Pull every line with "graph" from the material.
━━━━━ Data
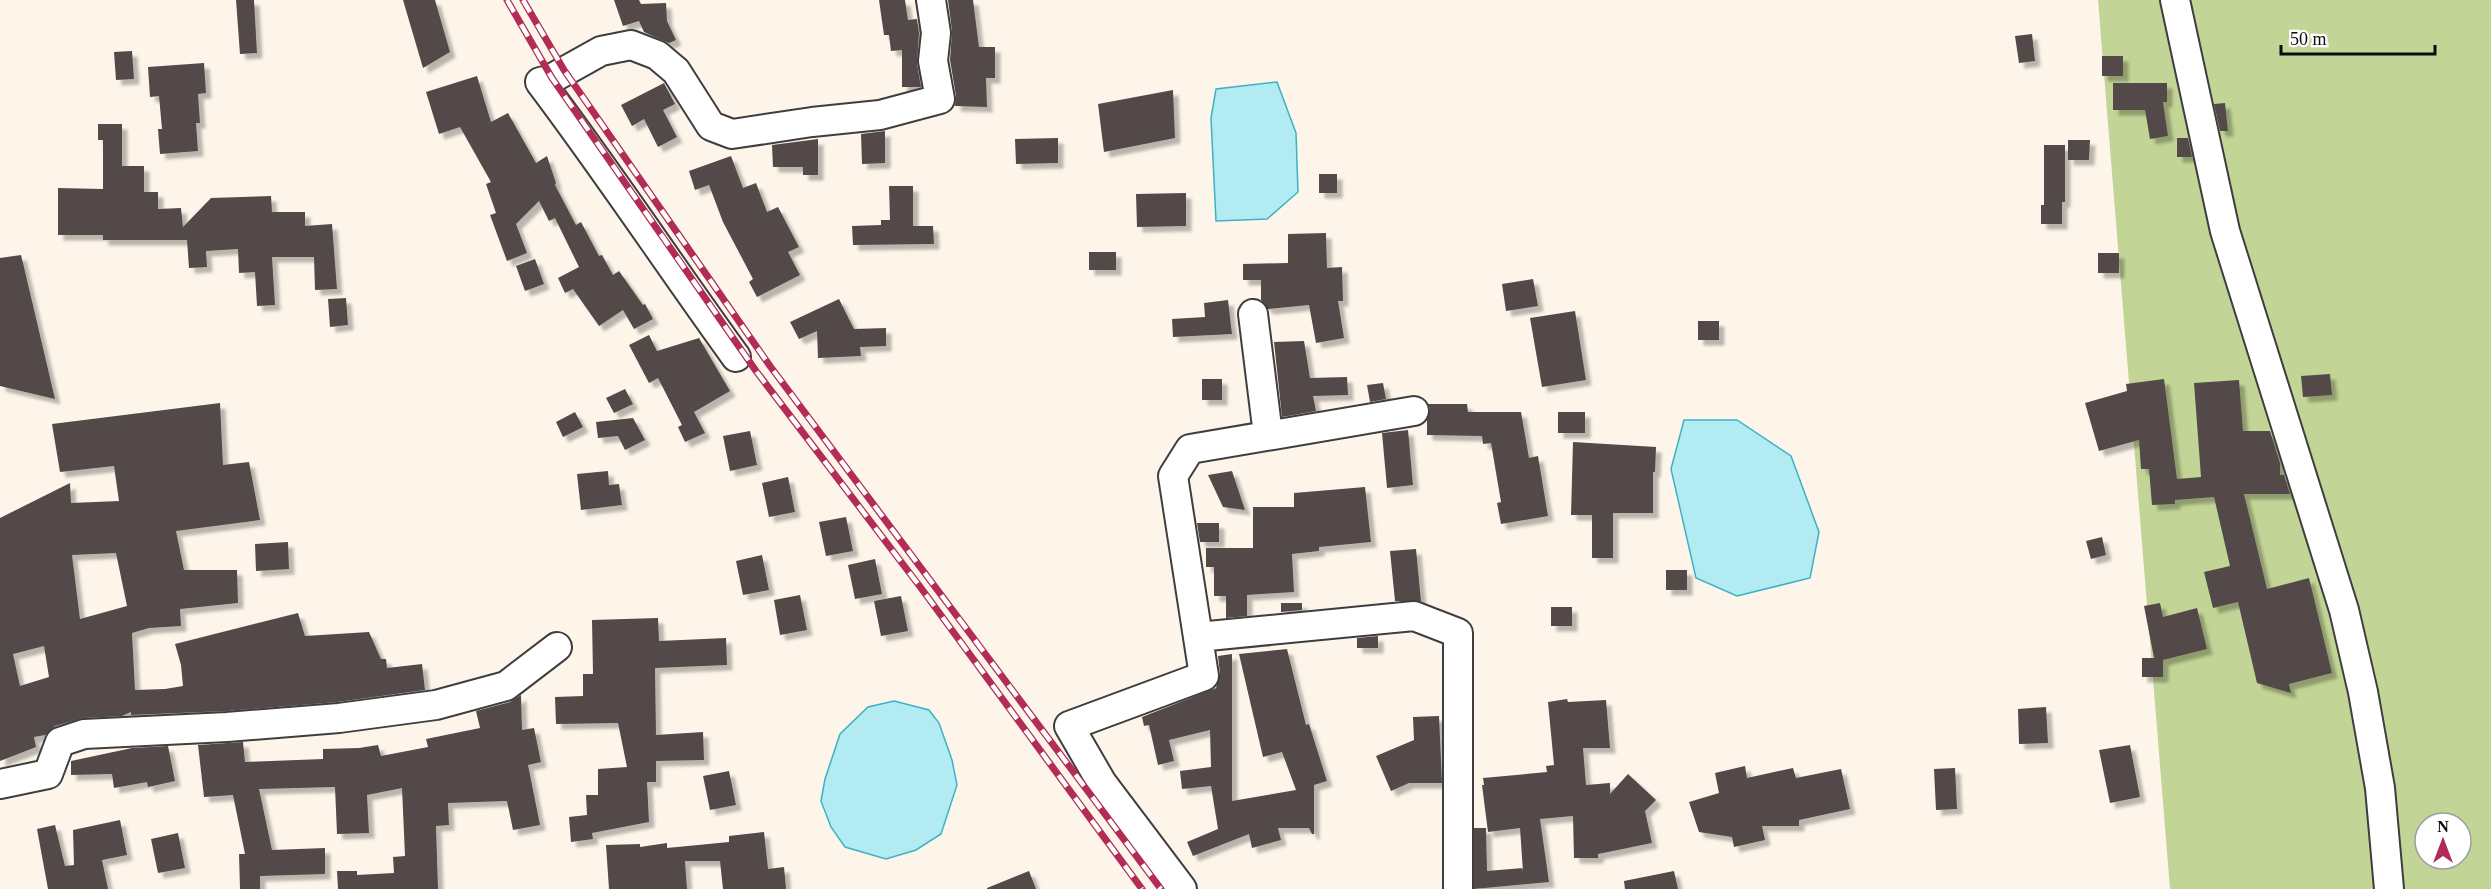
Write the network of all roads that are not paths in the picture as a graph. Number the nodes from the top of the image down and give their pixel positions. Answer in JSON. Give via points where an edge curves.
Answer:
{"nodes":[{"id":1,"x":931,"y":0,"type":"edge"},
{"id":2,"x":2175,"y":0,"type":"edge"},
{"id":3,"x":1253,"y":314,"type":"dead end"},
{"id":4,"x":736,"y":357,"type":"dead end"},
{"id":5,"x":1414,"y":411,"type":"dead end"},
{"id":6,"x":1268,"y":435,"type":"junction"},
{"id":7,"x":1198,"y":637,"type":"junction"},
{"id":8,"x":557,"y":647,"type":"dead end"},
{"id":9,"x":0,"y":784,"type":"edge"},
{"id":10,"x":1182,"y":889,"type":"edge"},
{"id":11,"x":1458,"y":889,"type":"edge"},
{"id":12,"x":2389,"y":889,"type":"edge"}],
"edges":[{"from":1,"to":4,"type":"street","via":[[936,33],[933,61],[940,99],[880,116],[732,134],[711,126],[676,71],[657,55],[631,45],[601,51],[540,82]]},
{"from":2,"to":12,"type":"street","via":[[2225,231],[2344,610],[2380,788]]},
{"from":3,"to":6,"type":"street"},
{"from":5,"to":6,"type":"street"},
{"from":6,"to":7,"type":"street","via":[[1190,449],[1173,476]]},
{"from":7,"to":10,"type":"street","via":[[1204,676],[1069,726],[1102,783]]},
{"from":7,"to":11,"type":"street","via":[[1414,616],[1458,633]]},
{"from":8,"to":9,"type":"street","via":[[506,686],[436,705],[339,718],[84,734],[60,742],[48,774]]}]}
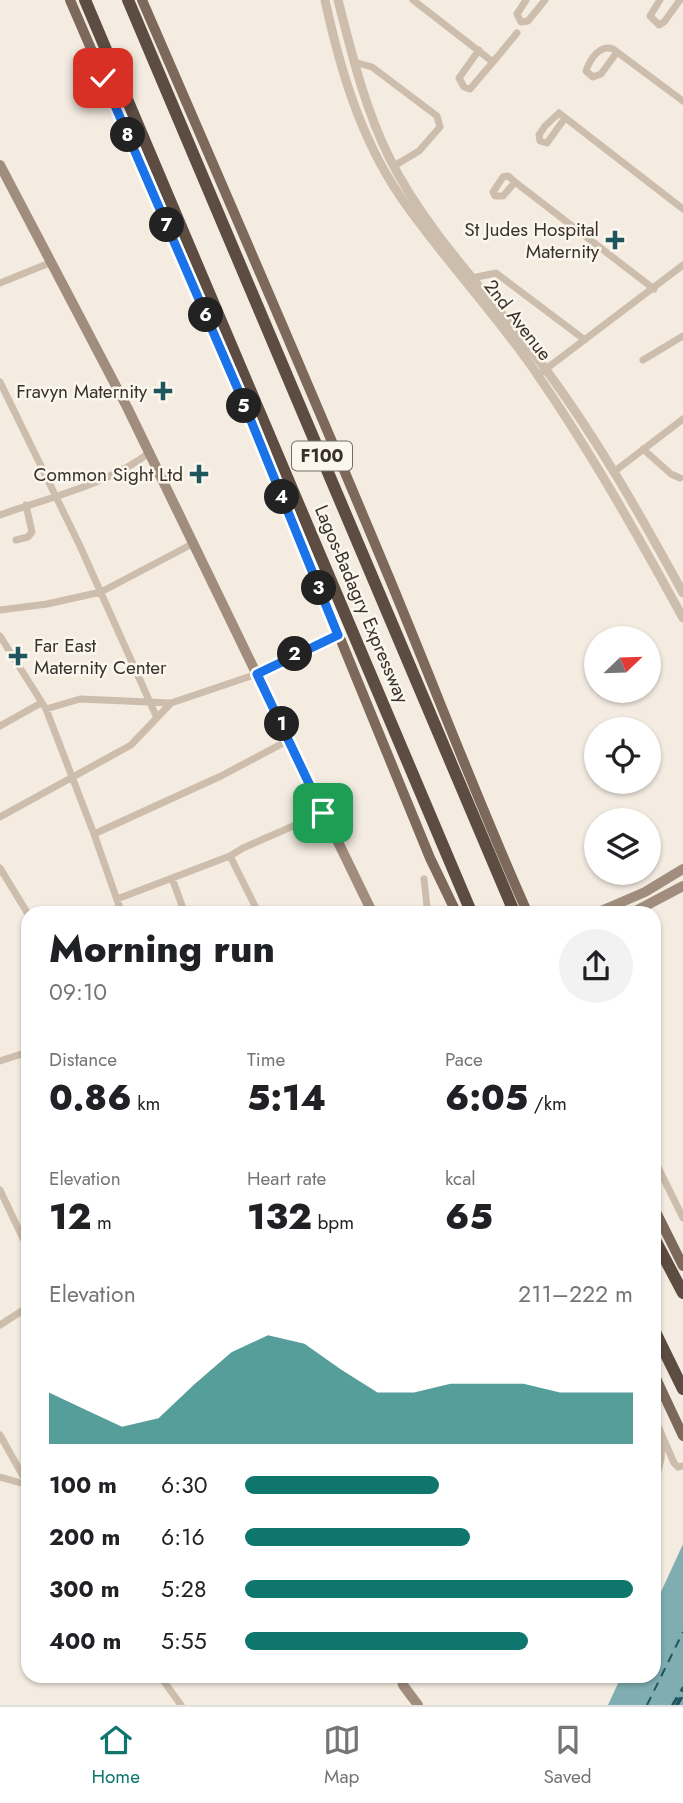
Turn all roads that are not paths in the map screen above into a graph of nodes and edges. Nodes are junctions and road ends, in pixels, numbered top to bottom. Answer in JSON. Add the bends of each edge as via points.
{"nodes":[{"id":1,"x":70,"y":0,"type":"edge"},
{"id":2,"x":85,"y":0,"type":"edge"},
{"id":3,"x":128,"y":0,"type":"edge"},
{"id":4,"x":142,"y":0,"type":"edge"},
{"id":5,"x":325,"y":0,"type":"edge"},
{"id":6,"x":338,"y":0,"type":"edge"},
{"id":7,"x":413,"y":0,"type":"edge"},
{"id":8,"x":526,"y":0,"type":"edge"},
{"id":9,"x":545,"y":0,"type":"edge"},
{"id":10,"x":660,"y":0,"type":"edge"},
{"id":11,"x":680,"y":0,"type":"edge"},
{"id":12,"x":517,"y":33,"type":"dead end"},
{"id":13,"x":479,"y":50,"type":"junction"},
{"id":14,"x":617,"y":52,"type":"junction"},
{"id":15,"x":354,"y":62,"type":"junction"},
{"id":16,"x":493,"y":62,"type":"junction"},
{"id":17,"x":683,"y":101,"type":"edge"},
{"id":18,"x":565,"y":118,"type":"dead end"},
{"id":19,"x":0,"y":164,"type":"edge"},
{"id":20,"x":394,"y":166,"type":"junction"},
{"id":21,"x":515,"y":182,"type":"dead end"},
{"id":22,"x":683,"y":209,"type":"edge"},
{"id":23,"x":52,"y":262,"type":"junction"},
{"id":24,"x":683,"y":265,"type":"edge"},
{"id":25,"x":472,"y":278,"type":"junction"},
{"id":26,"x":0,"y":283,"type":"edge"},
{"id":27,"x":654,"y":289,"type":"junction"},
{"id":28,"x":683,"y":336,"type":"edge"},
{"id":29,"x":585,"y":340,"type":"junction"},
{"id":30,"x":643,"y":360,"type":"dead end"},
{"id":31,"x":542,"y":372,"type":"junction"},
{"id":32,"x":0,"y":382,"type":"edge"},
{"id":33,"x":683,"y":419,"type":"edge"},
{"id":34,"x":643,"y":449,"type":"junction"},
{"id":35,"x":149,"y":452,"type":"junction"},
{"id":36,"x":615,"y":471,"type":"junction"},
{"id":37,"x":682,"y":480,"type":"edge"},
{"id":38,"x":55,"y":495,"type":"junction"},
{"id":39,"x":26,"y":505,"type":"junction"},
{"id":40,"x":0,"y":515,"type":"edge"},
{"id":41,"x":16,"y":540,"type":"dead end"},
{"id":42,"x":194,"y":543,"type":"junction"},
{"id":43,"x":101,"y":592,"type":"junction"},
{"id":44,"x":683,"y":593,"type":"edge"},
{"id":45,"x":0,"y":610,"type":"edge"},
{"id":46,"x":683,"y":618,"type":"edge"},
{"id":47,"x":338,"y":635,"type":"junction"},
{"id":48,"x":0,"y":636,"type":"edge"},
{"id":49,"x":257,"y":674,"type":"junction"},
{"id":50,"x":151,"y":701,"type":"junction"},
{"id":51,"x":171,"y":702,"type":"junction"},
{"id":52,"x":44,"y":706,"type":"junction"},
{"id":53,"x":157,"y":718,"type":"junction"},
{"id":54,"x":0,"y":726,"type":"edge"},
{"id":55,"x":289,"y":740,"type":"junction"},
{"id":56,"x":73,"y":778,"type":"junction"},
{"id":57,"x":323,"y":813,"type":"junction"},
{"id":58,"x":0,"y":817,"type":"edge"},
{"id":59,"x":94,"y":834,"type":"junction"},
{"id":60,"x":230,"y":856,"type":"junction"},
{"id":61,"x":0,"y":868,"type":"edge"},
{"id":62,"x":683,"y":869,"type":"edge"},
{"id":63,"x":172,"y":878,"type":"junction"},
{"id":64,"x":424,"y":878,"type":"dead end"},
{"id":65,"x":683,"y":886,"type":"edge"},
{"id":66,"x":117,"y":899,"type":"junction"},
{"id":67,"x":23,"y":906,"type":"edge"},
{"id":68,"x":119,"y":906,"type":"edge"},
{"id":69,"x":182,"y":906,"type":"edge"},
{"id":70,"x":255,"y":906,"type":"edge"},
{"id":71,"x":369,"y":906,"type":"edge"},
{"id":72,"x":427,"y":906,"type":"edge"},
{"id":73,"x":453,"y":906,"type":"edge"},
{"id":74,"x":469,"y":906,"type":"edge"},
{"id":75,"x":512,"y":906,"type":"edge"},
{"id":76,"x":525,"y":906,"type":"edge"},
{"id":77,"x":613,"y":906,"type":"edge"},
{"id":78,"x":646,"y":906,"type":"edge"},
{"id":79,"x":21,"y":1054,"type":"edge"},
{"id":80,"x":0,"y":1061,"type":"edge"},
{"id":81,"x":661,"y":1172,"type":"edge"},
{"id":82,"x":0,"y":1190,"type":"edge"},
{"id":83,"x":683,"y":1218,"type":"edge"},
{"id":84,"x":661,"y":1222,"type":"edge"},
{"id":85,"x":21,"y":1234,"type":"edge"},
{"id":86,"x":661,"y":1251,"type":"edge"},
{"id":87,"x":683,"y":1266,"type":"edge"},
{"id":88,"x":683,"y":1293,"type":"edge"},
{"id":89,"x":21,"y":1312,"type":"edge"},
{"id":90,"x":0,"y":1325,"type":"edge"},
{"id":91,"x":661,"y":1344,"type":"edge"},
{"id":92,"x":661,"y":1389,"type":"edge"},
{"id":93,"x":683,"y":1389,"type":"edge"},
{"id":94,"x":0,"y":1435,"type":"edge"},
{"id":95,"x":682,"y":1435,"type":"edge"},
{"id":96,"x":662,"y":1436,"type":"joint"},
{"id":97,"x":661,"y":1459,"type":"edge"},
{"id":98,"x":683,"y":1466,"type":"edge"},
{"id":99,"x":21,"y":1472,"type":"edge"},
{"id":100,"x":0,"y":1477,"type":"edge"},
{"id":101,"x":21,"y":1483,"type":"edge"},
{"id":102,"x":165,"y":1683,"type":"edge"},
{"id":103,"x":402,"y":1683,"type":"edge"},
{"id":104,"x":181,"y":1705,"type":"edge"},
{"id":105,"x":418,"y":1705,"type":"edge"}],
"edges":[{"from":1,"to":47,"type":"main road","name":"Lagos-Badagry Expressway"},
{"from":2,"to":74,"type":"highway","name":"Lagos-Badagry Expressway","number":"F100"},
{"from":3,"to":75,"type":"highway","name":"Lagos-Badagry Expressway","number":"F100"},
{"from":4,"to":76,"type":"main road","name":"Lagos-Badagry Expressway"},
{"from":5,"to":31,"type":"street","name":"2nd Avenue","via":[[350,95],[400,196]]},
{"from":6,"to":15,"type":"street","name":"2nd Avenue"},
{"from":7,"to":13,"type":"street"},
{"from":8,"to":9,"type":"street","via":[[517,15],[521,22],[528,21]]},
{"from":10,"to":11,"type":"street","via":[[650,16],[659,25]]},
{"from":12,"to":16,"type":"street"},
{"from":13,"to":16,"type":"street"},
{"from":13,"to":16,"type":"street","via":[[459,78],[464,87],[474,86]]},
{"from":14,"to":14,"type":"street","via":[[603,48],[586,71],[593,77],[601,74]]},
{"from":14,"to":17,"type":"street"},
{"from":15,"to":20,"type":"street","name":"2nd Avenue","via":[[370,115]]},
{"from":15,"to":20,"type":"street","via":[[372,67],[440,121],[419,151]]},
{"from":18,"to":22,"type":"street"},
{"from":19,"to":23,"type":"main road"},
{"from":20,"to":25,"type":"street","name":"2nd Avenue"},
{"from":21,"to":27,"type":"street"},
{"from":23,"to":26,"type":"street"},
{"from":23,"to":35,"type":"main road"},
{"from":24,"to":27,"type":"street"},
{"from":25,"to":29,"type":"street","via":[[496,273]]},
{"from":25,"to":31,"type":"street","name":"2nd Avenue"},
{"from":27,"to":29,"type":"street"},
{"from":28,"to":30,"type":"street"},
{"from":29,"to":31,"type":"street"},
{"from":31,"to":36,"type":"street","name":"2nd Avenue"},
{"from":31,"to":46,"type":"street","name":"2nd Avenue"},
{"from":32,"to":38,"type":"street"},
{"from":33,"to":34,"type":"street"},
{"from":34,"to":36,"type":"street"},
{"from":34,"to":37,"type":"street"},
{"from":35,"to":38,"type":"street","via":[[128,467]]},
{"from":35,"to":42,"type":"main road"},
{"from":36,"to":44,"type":"street","name":"2nd Avenue"},
{"from":38,"to":39,"type":"street"},
{"from":38,"to":43,"type":"street"},
{"from":39,"to":40,"type":"street"},
{"from":39,"to":41,"type":"street","via":[[32,532]]},
{"from":42,"to":43,"type":"street"},
{"from":42,"to":49,"type":"main road"},
{"from":43,"to":45,"type":"street"},
{"from":43,"to":50,"type":"street"},
{"from":47,"to":49,"type":"street"},
{"from":47,"to":73,"type":"main road","name":"Lagos-Badagry Expressway"},
{"from":48,"to":52,"type":"street"},
{"from":49,"to":51,"type":"street"},
{"from":49,"to":55,"type":"main road"},
{"from":50,"to":51,"type":"street"},
{"from":50,"to":52,"type":"street","via":[[80,699]]},
{"from":50,"to":53,"type":"street"},
{"from":51,"to":53,"type":"street"},
{"from":52,"to":54,"type":"street"},
{"from":52,"to":56,"type":"street"},
{"from":53,"to":56,"type":"street","via":[[131,745]]},
{"from":55,"to":57,"type":"main road"},
{"from":55,"to":59,"type":"street"},
{"from":56,"to":58,"type":"street"},
{"from":56,"to":59,"type":"street"},
{"from":57,"to":60,"type":"street"},
{"from":57,"to":71,"type":"main road"},
{"from":59,"to":66,"type":"street"},
{"from":60,"to":63,"type":"street"},
{"from":60,"to":70,"type":"street"},
{"from":61,"to":67,"type":"street"},
{"from":62,"to":77,"type":"main road"},
{"from":63,"to":66,"type":"street"},
{"from":63,"to":69,"type":"street"},
{"from":64,"to":72,"type":"street"},
{"from":65,"to":78,"type":"main road"},
{"from":66,"to":68,"type":"street"},
{"from":79,"to":80,"type":"street"},
{"from":81,"to":83,"type":"street"},
{"from":82,"to":85,"type":"street"},
{"from":84,"to":87,"type":"main road"},
{"from":86,"to":88,"type":"highway"},
{"from":89,"to":90,"type":"street"},
{"from":91,"to":93,"type":"highway"},
{"from":92,"to":95,"type":"main road"},
{"from":94,"to":99,"type":"street"},
{"from":96,"to":97,"type":"street"},
{"from":96,"to":98,"type":"street","via":[[674,1463]]},
{"from":100,"to":101,"type":"street"},
{"from":102,"to":104,"type":"street"},
{"from":103,"to":105,"type":"main road"}]}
━━━━━━━━━━
Solution to this problem:
Write the network of all roads that are not paths in the picture as a graph. Number the nodes from the top of the image down and give their pixel positions. Answer in JSON. Give via points where an edge curves.
Turn all roads that are not paths in the map screen above into a graph of nodes and edges. Nodes are junctions and road ends, in pixels, numbered top to bottom. Answer in JSON. Add the bends of each edge as via points.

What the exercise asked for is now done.